Notons au passage que, dans le cas d’un premier enfant, les parents ne se rendent pas forcément compte rapidement de la différence de leur enfant. N’ayant pas l’expérience de l’éducation d’autres enfants, ils ne sont pas nécessairement en mesure de faire le lien entre l’âge de l’enfant, ce qu’il est censé être capable de faire et ses capacités réelles. Tout au plus peuvent-ils s’interroger : « Est-ce normal qu’il lise si tôt ? Qu’il s’interroge tellement ? etc. » et recueillir des avis extérieurs. Ce n’est qu’en le comparant à d’autres enfants du même âge (et, éventuellement, en le faisant tester par la suite) que l’on peut réellement constater qu’il semble « précoce » dans ses remarques et même son comportement en général.
Quoi qu’il en soit, il est important que les parents, comme le reste de l’entourage d’ailleurs, s’arment de patience face à la curiosité de ces enfants. Il n’est évidemment pas facile de répondre à tout, ne serait-ce que parce qu’on ne peut pas tout savoir ; cependant, il faut s’efforcer de lui répondre dans la mesure du possible, ou au moins l’orienter vers d’autres sources d’informations afin de ne pas le décourager, sans quoi il se murera petit à petit dans le silence.
Les adultes ne sauraient donc pas répondre à toutes les questions et le voilà, sans l’avoir voulu et sans même y avoir songé une seconde, dans un rôle de perturbateur, dérangeant la tranquillité de ceux dont il attendait tout.
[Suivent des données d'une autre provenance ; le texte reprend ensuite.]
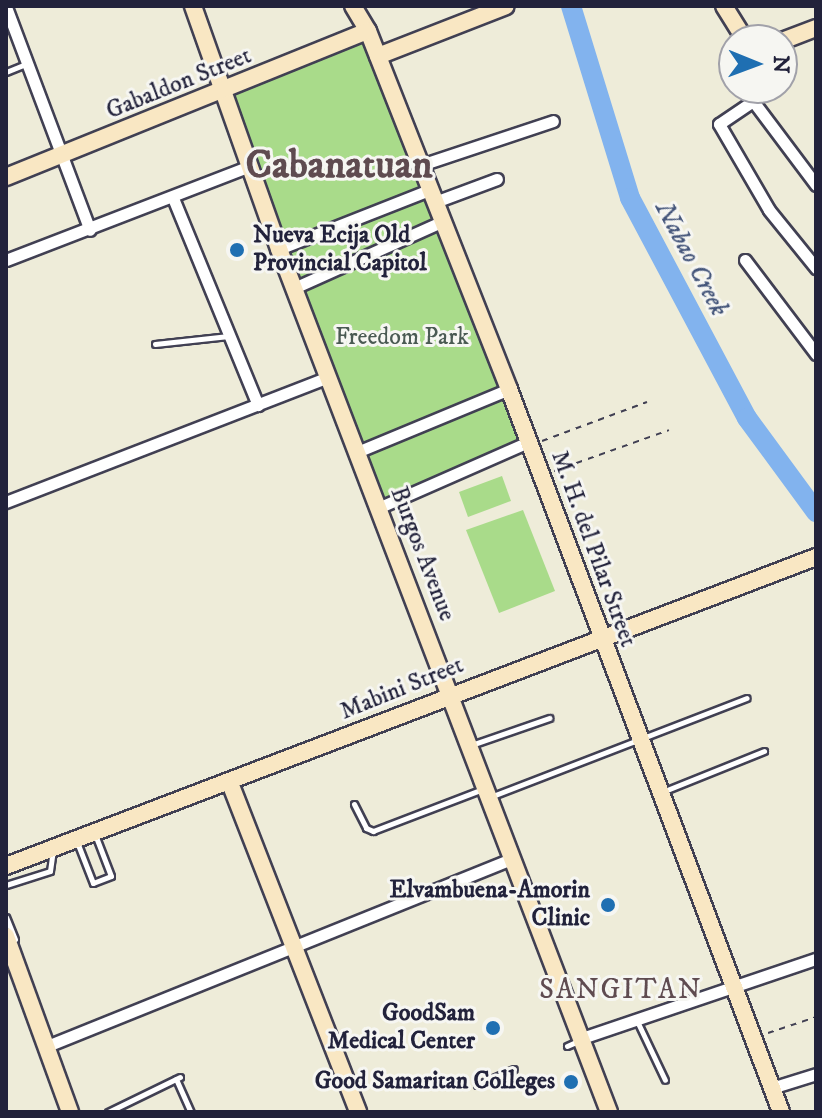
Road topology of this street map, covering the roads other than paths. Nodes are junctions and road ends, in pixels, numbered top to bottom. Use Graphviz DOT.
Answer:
graph roads {
  1 [pos="182,6"];
  2 [pos="193,6"];
  3 [pos="353,6"];
  4 [pos="506,6"];
  5 [pos="724,6"];
  6 [pos="6,7"];
  7 [pos="735,24"];
  8 [pos="368,31"];
  9 [pos="378,56"];
  10 [pos="27,64"];
  11 [pos="6,72"];
  12 [pos="223,96"];
  13 [pos="749,104"];
  14 [pos="755,104"];
  15 [pos="553,121"];
  16 [pos="62,157"];
  17 [pos="421,165"];
  18 [pos="249,166"];
  19 [pos="6,177"];
  20 [pos="497,179"];
  21 [pos="816,185"];
  22 [pos="433,196"];
  23 [pos="173,198"];
  24 [pos="443,221"];
  25 [pos="90,230"];
  26 [pos="279,249"];
  27 [pos="6,260"];
  28 [pos="745,260"];
  29 [pos="816,268"];
  30 [pos="294,288"];
  31 [pos="230,336"];
  32 [pos="155,344"];
  33 [pos="816,354"];
  34 [pos="325,378"];
  35 [pos="509,389"];
  36 [pos="258,405"];
  37 [pos="528,444"];
  38 [pos="357,452"];
  39 [pos="6,502"];
  40 [pos="378,508"];
  41 [pos="810,559"];
  42 [pos="599,638"];
  43 [pos="451,696"];
  44 [pos="747,698"];
  45 [pos="549,718"];
  46 [pos="640,742"];
  47 [pos="469,746"];
  48 [pos="764,751"];
  49 [pos="230,783"];
  50 [pos="661,792"];
  51 [pos="486,793"];
  52 [pos="354,804"];
  53 [pos="96,834"];
  54 [pos="77,841"];
  55 [pos="53,849"];
  56 [pos="511,859"];
  57 [pos="6,866"];
  58 [pos="6,885"];
  59 [pos="6,917"];
  60 [pos="6,936"];
  61 [pos="292,947"];
  62 [pos="816,959"];
  63 [pos="16,963"];
  64 [pos="732,988"];
  65 [pos="637,1021"];
  66 [pos="575,1042"];
  67 [pos="47,1046"];
  68 [pos="514,1069"];
  69 [pos="816,1074"];
  70 [pos="665,1080"];
  71 [pos="477,1085"];
  72 [pos="771,1088"];
  73 [pos="70,1112"];
  74 [pos="108,1112"];
  75 [pos="191,1112"];
  76 [pos="358,1112"];
  77 [pos="609,1112"];
  78 [pos="781,1112"];
  1 -- 12 [label="main road, Burgos Avenue"];
  2 -- 12 [label="main road, Burgos Avenue"];
  3 -- 8 [label="main road, M. H. del Pilar Street"];
  4 -- 9 [label="main road"];
  5 -- 7 [label="main road"];
  6 -- 10 [label="street"];
  8 -- 9 [label="main road, M. H. del Pilar Street"];
  8 -- 12 [label="main road, Gabaldon Street"];
  9 -- 17 [label="main road, M. H. del Pilar Street"];
  10 -- 11 [label="lane"];
  10 -- 16 [label="street"];
  12 -- 16 [label="main road, Gabaldon Street"];
  12 -- 18 [label="main road, Burgos Avenue"];
  13 -- 29 [label="street"];
  14 -- 21 [label="street"];
  15 -- 17 [label="street"];
  16 -- 19 [label="main road, Gabaldon Street"];
  16 -- 25 [label="street"];
  17 -- 22 [label="main road, M. H. del Pilar Street"];
  18 -- 23 [label="street"];
  18 -- 26 [label="main road, Burgos Avenue"];
  20 -- 22 [label="street"];
  22 -- 24 [label="main road, M. H. del Pilar Street"];
  22 -- 26 [label="street"];
  23 -- 25 [label="street"];
  23 -- 31 [label="street"];
  24 -- 30 [label="street"];
  24 -- 35 [label="main road, M. H. del Pilar Street"];
  25 -- 27 [label="street"];
  26 -- 30 [label="main road, Burgos Avenue"];
  28 -- 33 [label="street"];
  30 -- 38 [label="main road, Burgos Avenue"];
  31 -- 32 [label="lane"];
  31 -- 36 [label="street"];
  34 -- 36 [label="street"];
  35 -- 37 [label="main road, M. H. del Pilar Street"];
  35 -- 38 [label="street"];
  36 -- 39 [label="street"];
  37 -- 40 [label="street"];
  37 -- 42 [label="main road, M. H. del Pilar Street"];
  38 -- 40 [label="main road, Burgos Avenue"];
  40 -- 43 [label="main road, Burgos Avenue"];
  41 -- 42 [label="main road, Mabini Street"];
  42 -- 43 [label="main road, Mabini Street"];
  42 -- 46 [label="main road, M. H. del Pilar Street"];
  43 -- 47 [label="main road, Burgos Avenue"];
  43 -- 49 [label="main road, Mabini Street"];
  44 -- 46 [label="lane"];
  45 -- 47 [label="lane"];
  46 -- 50 [label="main road, M. H. del Pilar Street"];
  46 -- 51 [label="lane"];
  47 -- 51 [label="main road, Burgos Avenue"];
  48 -- 50 [label="lane"];
  49 -- 53 [label="main road, Mabini Street"];
  49 -- 61 [label="main road"];
  50 -- 64 [label="main road, M. H. del Pilar Street"];
  51 -- 52 [label="lane"];
  51 -- 56 [label="main road, Burgos Avenue"];
  53 -- 54 [label="main road, Mabini Street"];
  53 -- 54 [label="lane"];
  54 -- 55 [label="main road, Mabini Street"];
  55 -- 57 [label="main road, Mabini Street"];
  55 -- 58 [label="lane"];
  56 -- 61 [label="street"];
  56 -- 66 [label="main road, Burgos Avenue"];
  59 -- 63 [label="lane"];
  60 -- 63 [label="main road"];
  61 -- 67 [label="street"];
  61 -- 76 [label="main road"];
  62 -- 64 [label="street"];
  63 -- 67 [label="main road"];
  64 -- 65 [label="street"];
  64 -- 72 [label="main road, M. H. del Pilar Street"];
  65 -- 66 [label="street"];
  65 -- 70 [label="lane"];
  66 -- 77 [label="main road, Burgos Avenue"];
  67 -- 73 [label="main road"];
  68 -- 71 [label="lane"];
  69 -- 72 [label="street"];
  72 -- 78 [label="main road, M. H. del Pilar Street"];
  74 -- 75 [label="lane"];
}
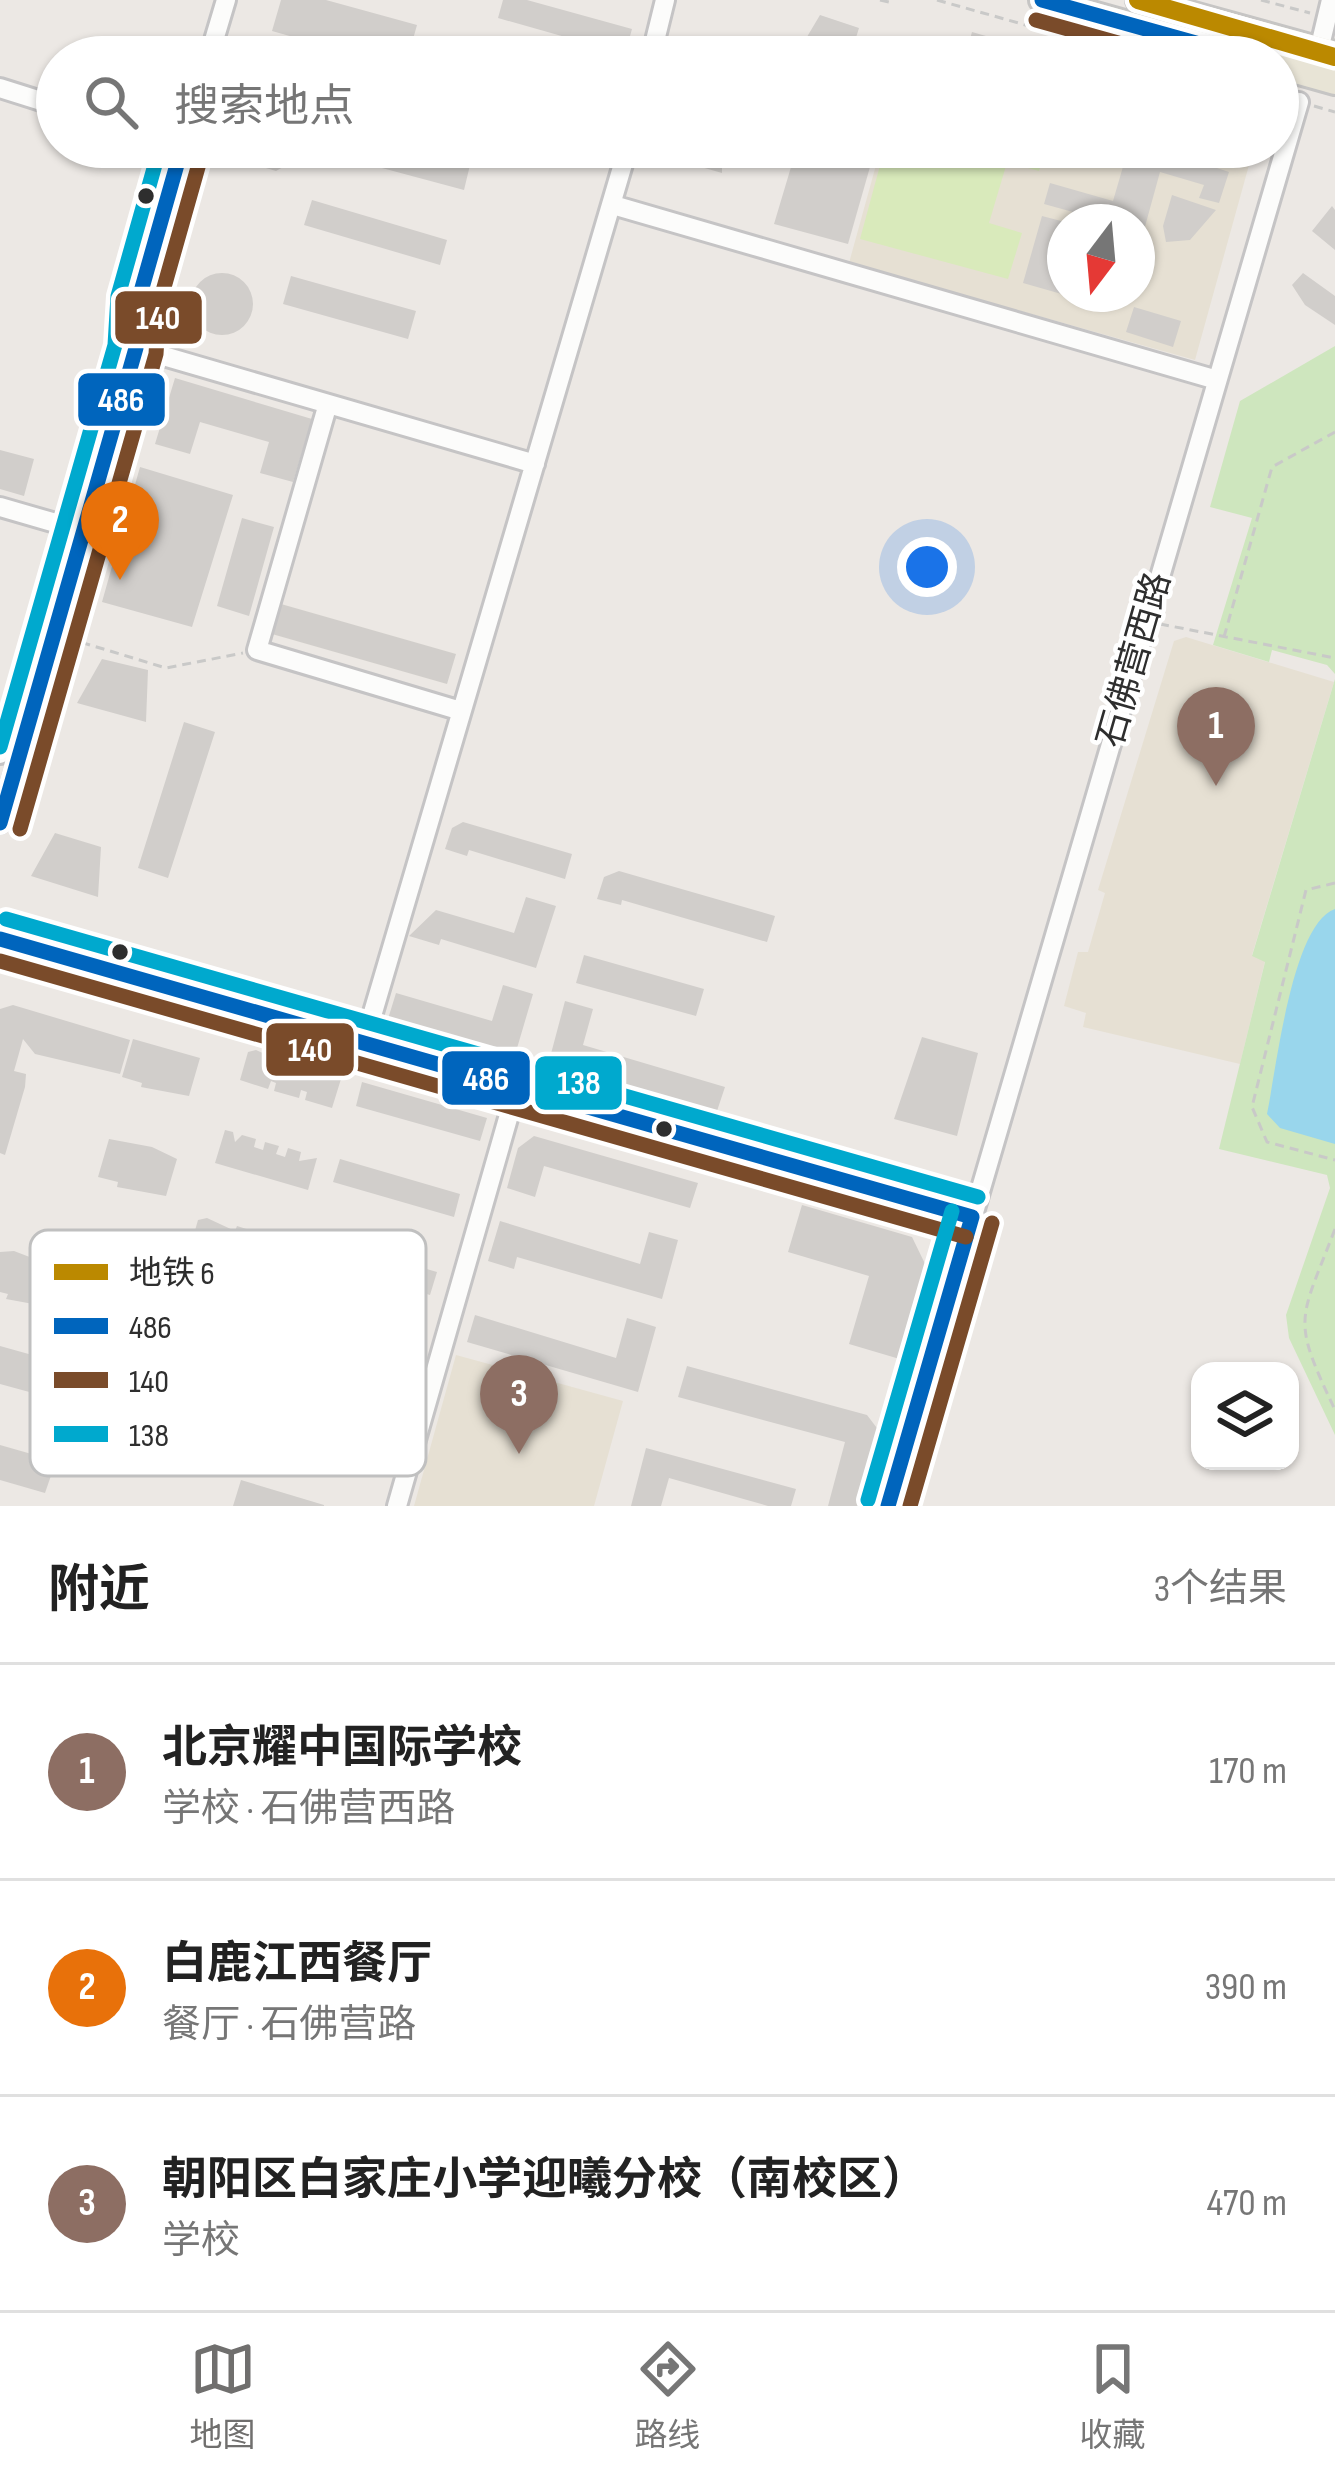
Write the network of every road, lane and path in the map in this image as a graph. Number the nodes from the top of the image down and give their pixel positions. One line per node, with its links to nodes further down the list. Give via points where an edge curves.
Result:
1 (226, 0): 10 (street)
2 (665, 0): 11 (street)
3 (880, 0): 8 (path)
4 (937, 0): 12 (path)
5 (1042, 0): 13 (main road)
6 (1139, 0): 14 (main road)
7 (1261, 0): 9 (path)
8 (889, 2)
9 (1329, 9): 15 (street)
10 (215, 36)
11 (656, 36)
12 (1065, 36)
13 (1171, 36)
14 (1269, 36)
15 (1327, 52)
16 (1299, 72): 17 (main road)
17 (1335, 82)
18 (0, 88): 19 (street)
19 (36, 99)
20 (176, 168): 24 (street)
21 (623, 168): 23 (street)
22 (1280, 168): 26 (street, 石佛营西路)
23 (613, 205): 26 (street); 29 (street)
24 (139, 302): 25 (street); 31 (street, via 118,344)
25 (136, 348): 27 (street); 33 (street)
26 (1217, 380): 32 (street, 石佛营西路)
27 (327, 406): 29 (street); 35 (street)
28 (1335, 432): 34 (path, via 1272,467)
29 (535, 464): 37 (street)
30 (0, 508): 31 (street)
31 (66, 526): 38 (street)
32 (1147, 622): 34 (path); 45 (street, 石佛营西路)
33 (54, 634): 35 (path, via 166,668); 39 (street)
34 (1224, 637): 36 (path)
35 (257, 650): 37 (street)
36 (1335, 658)
37 (461, 711): 42 (street)
38 (0, 754)
39 (0, 823)
40 (1335, 884): 44 (path, via 1306,890 1252,1107 1267,1142)
41 (0, 939): 42 (street)
42 (364, 1043): 43 (street)
43 (517, 1087): 45 (street); 47 (street)
44 (1335, 1160)
45 (972, 1217): 51 (street, 石佛营西路)
46 (1335, 1228): 48 (path, via 1304,1310 1303,1342)
47 (426, 1405)
48 (1335, 1410)
49 (406, 1476): 50 (street)
50 (397, 1506)
51 (888, 1506)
Petit à petit, car sa réflexion passera avant par d’autres phases. Ne voulant pas déranger ses parents et se voir opposer un refus ou une réponse évasive, il commencera par se demander si sa question mérite réellement d’être posée, si elle présente vraiment un quelconque intérêt, pour lui mais aussi pour son entourage. Finalement, il risque de garder pour lui la plupart de ses interrogations, soit parce qu’il ne trouve pas le moment approprié pour les poser, soit parce qu’il lui semble que ses parents ne seront pas attentifs à sa demande ou simplement pas en mesure de lui répondre. Pour Arielle Adda, ce raisonnement finirait par lui créer une sorte d’armure, de blindage le protégeant des critiques qui le visent et filtrant, à l’inverse, ses propos qu’il finit par juger lui-même trop spontanés.
Ce filtre constant qu’il est contraint de conserver peut lui donner le sentiment de flotter entre deux univers : le sien propre avec son environnement familier où il peut se conduire à peu près normalement, et le monde extérieur, qui commence à l’école, où il ne faut pas baisser sa garde.
D’après Arielle Adda, ce filtre ne se perd pas chez les adultes : il influence leurs études, leurs parcours professionnels et même leurs relations amicales et leur vie en société. L’habitude qu’ils ont de gérer leur curiosité et de réfléchir à leurs réponses, désormais profondément ancrée, ne facilite évidemment pas la discussion et la construction de liens, alors même qu’elle peut les amener à étudier plusieurs domaines à la fois, poussés par une soif de connaissance qu’ils ont toujours dû réfréner en public.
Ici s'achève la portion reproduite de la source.